Source code for mmagic.models.editors.eg3d.eg3d_generator
# Copyright (c) OpenMMLab. All rights reserved.
from copy import deepcopy
from typing import Optional, Tuple
import torch
from mmengine.model import BaseModule
from torch import Tensor
from mmagic.registry import MODELS
from .eg3d_modules import SuperResolutionModule, TriPlaneBackbone
from .ray_sampler import sample_rays
from .renderer import EG3DRenderer
@MODELS.register_module('EG3DGenerator')
@MODELS.register_module()
[docs]class TriplaneGenerator(BaseModule):
"""The generator for EG3D.
EG3D generator contains three components:
* A StyleGAN2 based backbone to generate a triplane feature
* A neural renderer to sample and render low-resolution 2D feature and
image from generated triplane feature
* A super resolution module to upsample low-resolution image to
high-resolution one
Args:
out_size (int): The resolution of the generated 2D image.
noise_size (int): The size of the noise vector of the StyleGAN2
backbone. Defaults to 512.
style_channels (int): The number of channels for style code.
Defaults to 512.
cond_size (int): The size of the conditional input.
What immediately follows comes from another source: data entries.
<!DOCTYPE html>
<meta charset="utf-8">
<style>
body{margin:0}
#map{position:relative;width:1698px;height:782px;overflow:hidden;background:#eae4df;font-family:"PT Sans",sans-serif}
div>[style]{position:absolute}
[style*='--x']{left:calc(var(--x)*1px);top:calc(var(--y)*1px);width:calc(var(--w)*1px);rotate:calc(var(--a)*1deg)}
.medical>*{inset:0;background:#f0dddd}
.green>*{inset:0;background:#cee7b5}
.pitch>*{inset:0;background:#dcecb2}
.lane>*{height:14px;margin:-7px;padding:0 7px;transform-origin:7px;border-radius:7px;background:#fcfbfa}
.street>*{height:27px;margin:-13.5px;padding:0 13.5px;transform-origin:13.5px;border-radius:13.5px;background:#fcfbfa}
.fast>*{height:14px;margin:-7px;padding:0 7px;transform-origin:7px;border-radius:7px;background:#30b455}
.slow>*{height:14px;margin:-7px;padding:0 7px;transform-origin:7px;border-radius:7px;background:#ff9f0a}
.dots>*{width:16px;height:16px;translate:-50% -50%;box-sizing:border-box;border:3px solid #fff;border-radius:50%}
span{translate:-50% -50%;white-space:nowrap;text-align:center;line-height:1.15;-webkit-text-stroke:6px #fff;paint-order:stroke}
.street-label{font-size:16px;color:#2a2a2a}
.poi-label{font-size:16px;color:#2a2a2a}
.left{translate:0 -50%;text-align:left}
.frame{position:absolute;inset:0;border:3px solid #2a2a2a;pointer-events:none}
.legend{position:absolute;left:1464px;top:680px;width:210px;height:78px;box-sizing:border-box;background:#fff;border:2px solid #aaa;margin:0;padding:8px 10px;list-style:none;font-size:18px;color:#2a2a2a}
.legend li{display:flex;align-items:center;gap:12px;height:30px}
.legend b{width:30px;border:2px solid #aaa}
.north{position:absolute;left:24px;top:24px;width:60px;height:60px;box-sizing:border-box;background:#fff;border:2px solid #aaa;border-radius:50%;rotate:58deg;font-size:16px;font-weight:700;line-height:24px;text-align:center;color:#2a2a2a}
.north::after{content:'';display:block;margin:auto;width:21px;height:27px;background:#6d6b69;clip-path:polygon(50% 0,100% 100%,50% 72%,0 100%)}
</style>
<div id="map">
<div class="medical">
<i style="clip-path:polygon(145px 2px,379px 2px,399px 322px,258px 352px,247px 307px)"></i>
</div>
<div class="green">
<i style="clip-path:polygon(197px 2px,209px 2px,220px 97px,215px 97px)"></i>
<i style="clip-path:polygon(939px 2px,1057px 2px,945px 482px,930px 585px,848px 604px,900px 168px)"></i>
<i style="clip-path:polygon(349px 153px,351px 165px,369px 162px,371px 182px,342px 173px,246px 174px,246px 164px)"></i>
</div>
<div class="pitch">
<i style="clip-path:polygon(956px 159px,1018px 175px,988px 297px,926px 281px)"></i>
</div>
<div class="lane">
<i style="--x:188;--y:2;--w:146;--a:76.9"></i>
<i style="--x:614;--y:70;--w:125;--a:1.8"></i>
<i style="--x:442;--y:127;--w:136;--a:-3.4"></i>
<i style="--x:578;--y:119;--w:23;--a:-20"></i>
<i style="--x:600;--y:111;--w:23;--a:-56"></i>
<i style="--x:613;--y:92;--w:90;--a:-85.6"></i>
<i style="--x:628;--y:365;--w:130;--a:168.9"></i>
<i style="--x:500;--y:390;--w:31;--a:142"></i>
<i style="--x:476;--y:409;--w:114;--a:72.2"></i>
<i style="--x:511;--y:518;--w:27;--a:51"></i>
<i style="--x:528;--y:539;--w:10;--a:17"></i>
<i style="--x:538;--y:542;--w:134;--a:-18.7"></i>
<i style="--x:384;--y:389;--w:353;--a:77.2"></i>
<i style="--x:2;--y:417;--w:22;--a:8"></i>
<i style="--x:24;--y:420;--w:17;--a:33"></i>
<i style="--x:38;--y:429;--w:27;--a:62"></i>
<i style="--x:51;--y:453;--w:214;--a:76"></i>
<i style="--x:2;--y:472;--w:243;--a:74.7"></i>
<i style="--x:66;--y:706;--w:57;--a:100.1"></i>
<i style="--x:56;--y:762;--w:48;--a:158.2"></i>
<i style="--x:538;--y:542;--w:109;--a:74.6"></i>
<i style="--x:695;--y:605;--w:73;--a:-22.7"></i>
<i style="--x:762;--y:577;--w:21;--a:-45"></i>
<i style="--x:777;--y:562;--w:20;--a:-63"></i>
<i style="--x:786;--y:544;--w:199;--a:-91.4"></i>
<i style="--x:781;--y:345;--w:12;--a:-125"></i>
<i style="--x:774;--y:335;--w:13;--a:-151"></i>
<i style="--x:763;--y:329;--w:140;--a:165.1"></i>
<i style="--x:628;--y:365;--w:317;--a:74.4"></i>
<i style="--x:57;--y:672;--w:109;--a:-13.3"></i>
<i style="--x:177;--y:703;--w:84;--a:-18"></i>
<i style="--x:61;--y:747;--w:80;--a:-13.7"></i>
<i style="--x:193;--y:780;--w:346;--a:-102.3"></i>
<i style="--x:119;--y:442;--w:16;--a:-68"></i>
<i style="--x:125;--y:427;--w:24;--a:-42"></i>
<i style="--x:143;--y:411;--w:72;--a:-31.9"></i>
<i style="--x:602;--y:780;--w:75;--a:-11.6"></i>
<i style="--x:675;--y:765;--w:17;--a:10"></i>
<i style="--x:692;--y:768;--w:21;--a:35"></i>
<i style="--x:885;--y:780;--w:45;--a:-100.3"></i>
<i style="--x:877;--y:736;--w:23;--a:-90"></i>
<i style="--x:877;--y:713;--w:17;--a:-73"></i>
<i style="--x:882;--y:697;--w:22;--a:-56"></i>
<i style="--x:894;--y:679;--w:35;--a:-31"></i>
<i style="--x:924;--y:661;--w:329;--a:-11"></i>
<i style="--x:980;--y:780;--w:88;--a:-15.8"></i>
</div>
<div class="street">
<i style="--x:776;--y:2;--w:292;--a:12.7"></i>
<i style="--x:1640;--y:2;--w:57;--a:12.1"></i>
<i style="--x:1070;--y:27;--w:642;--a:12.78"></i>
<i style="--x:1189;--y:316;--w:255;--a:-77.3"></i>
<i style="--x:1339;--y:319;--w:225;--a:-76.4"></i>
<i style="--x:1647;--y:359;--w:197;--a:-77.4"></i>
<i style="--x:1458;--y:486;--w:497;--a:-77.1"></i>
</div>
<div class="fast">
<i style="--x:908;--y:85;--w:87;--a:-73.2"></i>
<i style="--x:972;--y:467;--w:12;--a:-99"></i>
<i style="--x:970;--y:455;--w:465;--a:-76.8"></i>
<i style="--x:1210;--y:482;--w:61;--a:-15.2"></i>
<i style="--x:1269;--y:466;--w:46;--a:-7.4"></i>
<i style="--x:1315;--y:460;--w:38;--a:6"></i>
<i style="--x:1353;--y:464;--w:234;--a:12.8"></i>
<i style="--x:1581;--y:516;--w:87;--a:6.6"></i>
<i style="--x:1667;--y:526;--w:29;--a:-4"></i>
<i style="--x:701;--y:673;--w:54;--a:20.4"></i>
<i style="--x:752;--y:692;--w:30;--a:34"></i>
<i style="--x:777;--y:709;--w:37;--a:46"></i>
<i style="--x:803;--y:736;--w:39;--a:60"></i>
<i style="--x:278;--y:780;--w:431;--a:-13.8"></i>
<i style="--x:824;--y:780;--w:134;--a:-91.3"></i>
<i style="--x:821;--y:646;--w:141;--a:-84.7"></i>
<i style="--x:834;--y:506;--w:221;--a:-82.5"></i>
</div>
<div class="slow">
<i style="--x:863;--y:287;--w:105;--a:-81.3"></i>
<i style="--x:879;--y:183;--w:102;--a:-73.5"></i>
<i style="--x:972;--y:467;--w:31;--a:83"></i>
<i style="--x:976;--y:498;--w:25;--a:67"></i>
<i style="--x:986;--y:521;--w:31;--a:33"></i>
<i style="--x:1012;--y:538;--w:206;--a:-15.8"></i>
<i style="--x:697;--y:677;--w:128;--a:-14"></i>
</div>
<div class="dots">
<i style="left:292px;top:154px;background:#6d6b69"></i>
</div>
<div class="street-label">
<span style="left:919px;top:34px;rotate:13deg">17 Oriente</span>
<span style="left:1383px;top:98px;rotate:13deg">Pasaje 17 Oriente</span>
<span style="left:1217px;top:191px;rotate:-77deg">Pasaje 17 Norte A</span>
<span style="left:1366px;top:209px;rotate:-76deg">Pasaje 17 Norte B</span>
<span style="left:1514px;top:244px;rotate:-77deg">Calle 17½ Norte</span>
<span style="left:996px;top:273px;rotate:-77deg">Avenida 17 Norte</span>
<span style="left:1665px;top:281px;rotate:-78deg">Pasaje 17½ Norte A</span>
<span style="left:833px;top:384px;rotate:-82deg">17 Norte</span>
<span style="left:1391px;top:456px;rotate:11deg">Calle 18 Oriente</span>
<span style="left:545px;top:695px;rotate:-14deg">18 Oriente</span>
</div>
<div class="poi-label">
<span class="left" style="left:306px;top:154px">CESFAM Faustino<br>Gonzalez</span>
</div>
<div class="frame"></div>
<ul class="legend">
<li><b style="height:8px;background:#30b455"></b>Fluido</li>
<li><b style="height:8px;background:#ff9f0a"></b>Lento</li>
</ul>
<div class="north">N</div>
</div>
Defaults to 25
(first 16 elements are flattened camera-to-world matrix and the
last 9 elements are flattened intrinsic matrix).
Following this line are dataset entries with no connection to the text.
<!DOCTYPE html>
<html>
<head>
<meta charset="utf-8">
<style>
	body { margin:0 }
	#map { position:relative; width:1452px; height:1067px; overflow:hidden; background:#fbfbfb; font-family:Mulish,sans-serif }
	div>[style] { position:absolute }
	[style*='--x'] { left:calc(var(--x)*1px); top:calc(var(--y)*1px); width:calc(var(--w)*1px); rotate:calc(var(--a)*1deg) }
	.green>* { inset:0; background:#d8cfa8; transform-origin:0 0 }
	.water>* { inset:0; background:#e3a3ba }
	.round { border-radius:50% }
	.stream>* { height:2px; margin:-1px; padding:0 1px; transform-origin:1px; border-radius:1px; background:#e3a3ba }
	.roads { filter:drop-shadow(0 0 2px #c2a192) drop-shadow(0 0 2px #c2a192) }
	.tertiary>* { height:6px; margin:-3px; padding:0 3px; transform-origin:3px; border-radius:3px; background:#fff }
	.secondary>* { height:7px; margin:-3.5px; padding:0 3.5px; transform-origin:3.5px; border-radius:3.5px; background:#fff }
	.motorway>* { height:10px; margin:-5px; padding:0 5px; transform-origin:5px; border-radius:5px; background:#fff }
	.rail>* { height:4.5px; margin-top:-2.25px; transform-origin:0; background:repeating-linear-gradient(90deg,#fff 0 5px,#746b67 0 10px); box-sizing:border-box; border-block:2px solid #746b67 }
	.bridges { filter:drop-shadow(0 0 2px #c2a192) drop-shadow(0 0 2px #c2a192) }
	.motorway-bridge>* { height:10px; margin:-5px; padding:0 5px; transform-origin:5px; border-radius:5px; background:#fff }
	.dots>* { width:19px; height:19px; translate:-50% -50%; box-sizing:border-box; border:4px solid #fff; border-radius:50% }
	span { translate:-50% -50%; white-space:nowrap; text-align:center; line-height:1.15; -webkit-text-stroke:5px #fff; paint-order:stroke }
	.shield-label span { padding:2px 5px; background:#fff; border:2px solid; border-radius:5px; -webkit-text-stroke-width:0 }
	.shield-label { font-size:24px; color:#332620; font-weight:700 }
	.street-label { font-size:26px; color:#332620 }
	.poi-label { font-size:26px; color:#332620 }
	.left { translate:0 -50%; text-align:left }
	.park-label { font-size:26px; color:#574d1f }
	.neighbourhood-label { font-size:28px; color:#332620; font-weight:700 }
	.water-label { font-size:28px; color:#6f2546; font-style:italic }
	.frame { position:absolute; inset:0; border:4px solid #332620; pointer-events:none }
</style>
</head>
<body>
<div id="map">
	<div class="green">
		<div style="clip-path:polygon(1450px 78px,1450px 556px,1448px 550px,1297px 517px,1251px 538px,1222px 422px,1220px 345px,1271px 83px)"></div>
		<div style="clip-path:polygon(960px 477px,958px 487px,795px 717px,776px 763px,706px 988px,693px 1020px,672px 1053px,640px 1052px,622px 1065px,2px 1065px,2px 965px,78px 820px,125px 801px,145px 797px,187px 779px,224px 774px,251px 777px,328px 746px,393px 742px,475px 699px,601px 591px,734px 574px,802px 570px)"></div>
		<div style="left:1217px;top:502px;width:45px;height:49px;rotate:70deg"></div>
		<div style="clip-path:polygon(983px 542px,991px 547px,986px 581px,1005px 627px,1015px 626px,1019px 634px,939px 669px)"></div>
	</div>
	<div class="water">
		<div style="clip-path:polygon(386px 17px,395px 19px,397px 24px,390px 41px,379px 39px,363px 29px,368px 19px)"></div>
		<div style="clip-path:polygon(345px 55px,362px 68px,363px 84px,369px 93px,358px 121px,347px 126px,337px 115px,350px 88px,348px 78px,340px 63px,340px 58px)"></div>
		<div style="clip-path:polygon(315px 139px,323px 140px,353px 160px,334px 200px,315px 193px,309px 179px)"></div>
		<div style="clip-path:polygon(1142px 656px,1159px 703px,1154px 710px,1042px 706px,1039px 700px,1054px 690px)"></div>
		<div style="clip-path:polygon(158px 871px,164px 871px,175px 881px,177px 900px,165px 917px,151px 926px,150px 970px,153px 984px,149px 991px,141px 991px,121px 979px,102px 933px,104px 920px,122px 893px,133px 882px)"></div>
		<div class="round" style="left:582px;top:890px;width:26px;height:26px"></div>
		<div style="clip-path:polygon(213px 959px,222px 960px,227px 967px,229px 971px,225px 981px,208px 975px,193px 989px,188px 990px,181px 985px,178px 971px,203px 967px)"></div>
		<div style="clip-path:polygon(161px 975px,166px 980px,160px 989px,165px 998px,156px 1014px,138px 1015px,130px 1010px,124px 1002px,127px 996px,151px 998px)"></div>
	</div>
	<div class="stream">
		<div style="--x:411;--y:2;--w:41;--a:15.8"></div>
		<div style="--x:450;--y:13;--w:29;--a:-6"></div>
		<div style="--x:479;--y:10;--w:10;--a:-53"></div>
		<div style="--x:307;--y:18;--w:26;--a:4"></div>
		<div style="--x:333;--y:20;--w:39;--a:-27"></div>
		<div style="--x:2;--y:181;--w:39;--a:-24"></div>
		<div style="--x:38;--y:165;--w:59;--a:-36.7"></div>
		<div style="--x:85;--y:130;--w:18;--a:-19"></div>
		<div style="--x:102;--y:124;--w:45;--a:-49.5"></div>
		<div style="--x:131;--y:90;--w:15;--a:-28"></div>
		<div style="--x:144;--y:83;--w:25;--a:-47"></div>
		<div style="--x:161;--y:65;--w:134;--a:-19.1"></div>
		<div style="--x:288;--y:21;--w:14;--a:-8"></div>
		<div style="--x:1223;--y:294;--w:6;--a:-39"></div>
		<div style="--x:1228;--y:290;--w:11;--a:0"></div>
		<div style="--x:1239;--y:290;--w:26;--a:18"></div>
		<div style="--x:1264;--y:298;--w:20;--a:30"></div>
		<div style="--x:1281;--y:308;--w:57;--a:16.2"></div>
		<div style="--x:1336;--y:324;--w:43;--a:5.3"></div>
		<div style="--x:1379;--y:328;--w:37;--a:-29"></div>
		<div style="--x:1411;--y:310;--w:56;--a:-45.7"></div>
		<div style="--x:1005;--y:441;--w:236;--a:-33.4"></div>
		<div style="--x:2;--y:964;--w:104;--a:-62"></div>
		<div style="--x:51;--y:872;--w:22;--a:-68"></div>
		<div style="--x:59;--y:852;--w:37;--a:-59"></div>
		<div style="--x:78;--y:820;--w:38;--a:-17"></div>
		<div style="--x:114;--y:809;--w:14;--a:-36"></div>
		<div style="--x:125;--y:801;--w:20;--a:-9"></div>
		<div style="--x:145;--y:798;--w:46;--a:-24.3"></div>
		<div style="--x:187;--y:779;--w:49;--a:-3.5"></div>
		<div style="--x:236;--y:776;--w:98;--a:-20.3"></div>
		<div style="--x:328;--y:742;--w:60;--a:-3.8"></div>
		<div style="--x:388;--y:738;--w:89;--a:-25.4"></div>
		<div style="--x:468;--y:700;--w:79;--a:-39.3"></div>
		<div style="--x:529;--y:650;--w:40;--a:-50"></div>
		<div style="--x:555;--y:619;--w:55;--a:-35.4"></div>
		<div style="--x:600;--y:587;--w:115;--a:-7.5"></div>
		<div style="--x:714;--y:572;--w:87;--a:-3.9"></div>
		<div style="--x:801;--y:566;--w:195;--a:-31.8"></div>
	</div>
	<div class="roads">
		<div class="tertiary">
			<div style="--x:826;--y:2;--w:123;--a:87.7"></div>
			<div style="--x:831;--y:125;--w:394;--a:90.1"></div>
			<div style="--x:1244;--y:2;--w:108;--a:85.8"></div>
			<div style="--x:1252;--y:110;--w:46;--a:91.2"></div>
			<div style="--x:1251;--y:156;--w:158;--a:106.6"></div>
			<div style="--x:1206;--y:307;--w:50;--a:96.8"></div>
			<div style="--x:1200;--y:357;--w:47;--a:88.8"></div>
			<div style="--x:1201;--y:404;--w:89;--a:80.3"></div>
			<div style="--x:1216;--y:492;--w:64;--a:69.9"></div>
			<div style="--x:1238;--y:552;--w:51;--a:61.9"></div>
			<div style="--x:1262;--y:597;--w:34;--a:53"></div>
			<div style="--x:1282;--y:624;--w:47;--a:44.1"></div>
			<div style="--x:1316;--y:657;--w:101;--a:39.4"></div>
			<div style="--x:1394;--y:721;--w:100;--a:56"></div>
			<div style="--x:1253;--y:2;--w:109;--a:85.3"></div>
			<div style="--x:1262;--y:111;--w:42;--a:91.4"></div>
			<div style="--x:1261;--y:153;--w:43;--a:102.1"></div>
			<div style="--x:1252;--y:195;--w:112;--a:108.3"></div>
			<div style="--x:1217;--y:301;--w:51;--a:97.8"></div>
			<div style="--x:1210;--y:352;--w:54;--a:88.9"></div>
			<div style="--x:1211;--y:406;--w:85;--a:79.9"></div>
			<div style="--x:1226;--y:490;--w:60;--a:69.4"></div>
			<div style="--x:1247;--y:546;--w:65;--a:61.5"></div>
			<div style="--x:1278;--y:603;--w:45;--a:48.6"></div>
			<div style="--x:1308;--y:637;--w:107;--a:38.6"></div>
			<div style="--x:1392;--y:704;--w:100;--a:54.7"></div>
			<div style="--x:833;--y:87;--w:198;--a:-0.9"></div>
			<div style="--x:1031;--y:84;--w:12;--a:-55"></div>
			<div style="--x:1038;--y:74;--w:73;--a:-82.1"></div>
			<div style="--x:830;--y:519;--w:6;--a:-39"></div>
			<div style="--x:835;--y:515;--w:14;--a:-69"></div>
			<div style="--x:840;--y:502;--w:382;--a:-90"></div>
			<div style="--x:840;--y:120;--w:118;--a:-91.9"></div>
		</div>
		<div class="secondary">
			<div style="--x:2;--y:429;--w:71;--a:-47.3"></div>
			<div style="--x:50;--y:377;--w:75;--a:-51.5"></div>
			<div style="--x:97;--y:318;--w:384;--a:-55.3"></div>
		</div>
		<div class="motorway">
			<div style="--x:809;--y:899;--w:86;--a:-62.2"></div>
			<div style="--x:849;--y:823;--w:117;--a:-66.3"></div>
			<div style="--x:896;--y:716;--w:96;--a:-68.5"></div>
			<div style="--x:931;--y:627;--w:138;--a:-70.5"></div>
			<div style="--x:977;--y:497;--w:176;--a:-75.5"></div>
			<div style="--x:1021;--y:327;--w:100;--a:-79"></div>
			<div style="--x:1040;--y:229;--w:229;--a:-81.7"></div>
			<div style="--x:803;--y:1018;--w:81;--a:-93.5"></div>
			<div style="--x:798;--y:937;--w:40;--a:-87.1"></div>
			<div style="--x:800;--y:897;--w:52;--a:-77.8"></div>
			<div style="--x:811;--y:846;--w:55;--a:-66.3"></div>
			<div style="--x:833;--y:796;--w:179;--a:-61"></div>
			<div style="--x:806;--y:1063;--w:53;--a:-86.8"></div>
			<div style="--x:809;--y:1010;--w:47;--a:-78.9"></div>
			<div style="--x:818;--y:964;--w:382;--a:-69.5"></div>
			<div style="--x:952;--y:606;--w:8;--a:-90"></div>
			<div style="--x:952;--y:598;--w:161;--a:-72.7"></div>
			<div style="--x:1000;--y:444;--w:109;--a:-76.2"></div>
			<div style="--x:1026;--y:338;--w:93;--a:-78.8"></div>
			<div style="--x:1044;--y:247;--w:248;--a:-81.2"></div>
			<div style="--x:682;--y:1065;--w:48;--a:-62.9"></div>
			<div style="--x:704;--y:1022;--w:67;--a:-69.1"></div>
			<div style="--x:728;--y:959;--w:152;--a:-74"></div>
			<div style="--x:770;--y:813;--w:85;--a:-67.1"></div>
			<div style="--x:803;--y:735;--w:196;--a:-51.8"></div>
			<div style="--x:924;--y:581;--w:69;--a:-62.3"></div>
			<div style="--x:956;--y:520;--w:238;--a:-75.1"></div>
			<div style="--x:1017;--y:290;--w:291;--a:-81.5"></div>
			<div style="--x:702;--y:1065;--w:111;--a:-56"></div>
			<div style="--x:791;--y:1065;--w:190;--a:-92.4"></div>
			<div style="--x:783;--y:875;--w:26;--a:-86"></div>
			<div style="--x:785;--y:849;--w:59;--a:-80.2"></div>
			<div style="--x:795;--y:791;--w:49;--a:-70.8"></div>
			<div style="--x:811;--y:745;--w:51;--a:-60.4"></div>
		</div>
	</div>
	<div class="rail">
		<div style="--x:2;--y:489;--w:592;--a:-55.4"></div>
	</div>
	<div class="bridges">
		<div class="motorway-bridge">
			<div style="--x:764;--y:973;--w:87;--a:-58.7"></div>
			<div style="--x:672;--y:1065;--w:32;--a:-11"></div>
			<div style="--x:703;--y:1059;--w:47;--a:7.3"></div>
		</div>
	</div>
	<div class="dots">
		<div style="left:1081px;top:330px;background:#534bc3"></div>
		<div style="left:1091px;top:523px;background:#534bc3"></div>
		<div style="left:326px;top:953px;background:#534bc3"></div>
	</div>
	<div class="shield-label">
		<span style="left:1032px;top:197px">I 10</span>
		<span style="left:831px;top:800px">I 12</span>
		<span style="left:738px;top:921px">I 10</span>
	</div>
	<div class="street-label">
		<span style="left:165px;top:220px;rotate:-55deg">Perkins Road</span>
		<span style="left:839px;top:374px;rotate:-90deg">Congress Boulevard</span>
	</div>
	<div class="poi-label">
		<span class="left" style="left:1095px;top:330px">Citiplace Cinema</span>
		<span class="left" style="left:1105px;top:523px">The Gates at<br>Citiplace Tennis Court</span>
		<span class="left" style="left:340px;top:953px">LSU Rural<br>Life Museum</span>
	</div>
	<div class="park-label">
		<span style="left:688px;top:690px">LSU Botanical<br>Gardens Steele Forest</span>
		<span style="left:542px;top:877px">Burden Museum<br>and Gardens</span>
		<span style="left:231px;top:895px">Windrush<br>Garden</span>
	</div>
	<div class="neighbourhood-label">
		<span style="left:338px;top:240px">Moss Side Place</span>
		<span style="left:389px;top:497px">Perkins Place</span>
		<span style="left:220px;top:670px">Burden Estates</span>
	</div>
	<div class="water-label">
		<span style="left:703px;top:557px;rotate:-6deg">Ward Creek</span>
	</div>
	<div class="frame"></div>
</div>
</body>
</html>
cond_mapping_channels (Optional[int]): The channels of the
conditional mapping layers. If not passed, will use the same value
as :attr:`style_channels`. Defaults to None.
cond_scale (float): The scale factor is multiple by the conditional
input. Defaults to 1.
zero_cond_input (bool): Whether use 'zero tensor' as the conditional
input. Defaults to False.
num_mlps (int): The number of MLP layers (mapping network) used in
backbone. Defaults to 8.
triplane_size (int): The size of generated triplane feature. Defaults
to 256.
triplane_channels (int): The number of channels for each plane of the
triplane feature. Defaults to 32.
sr_in_size (int): The input resolution of super resolution module. If
the input feature not match with the passed `sr_in_size`, bilinear
interpolation will be used to resize feature to target size.
Defaults to 64.
sr_in_channels (int): The number of the input channels of super
resolution module. Defaults to 32.
sr_hidden_channels (int): The number of the hidden channels of super
resolution module. Defaults to 128.
sr_out_channels (int): The number of the output channels of super
resolution module. Defaults to 64.
sr_add_noise (bool): Whether use noise injection to super resolution
module. Defaults to False.
neural_rendering_resolution (int): The resolution of the neural
rendering output. Defaults to 64. Noted that in the training
process, neural rendering resolution will be changed.
Defaults to 64.
renderer_cfg (int): The config to build :class:`EG3DRenderer`.
Defaults to '{}'.
rgb2bgr (bool): Whether convert the RGB output to BGR. This is useful
when pretrained model is trained on RGB dataset. Defaults to False.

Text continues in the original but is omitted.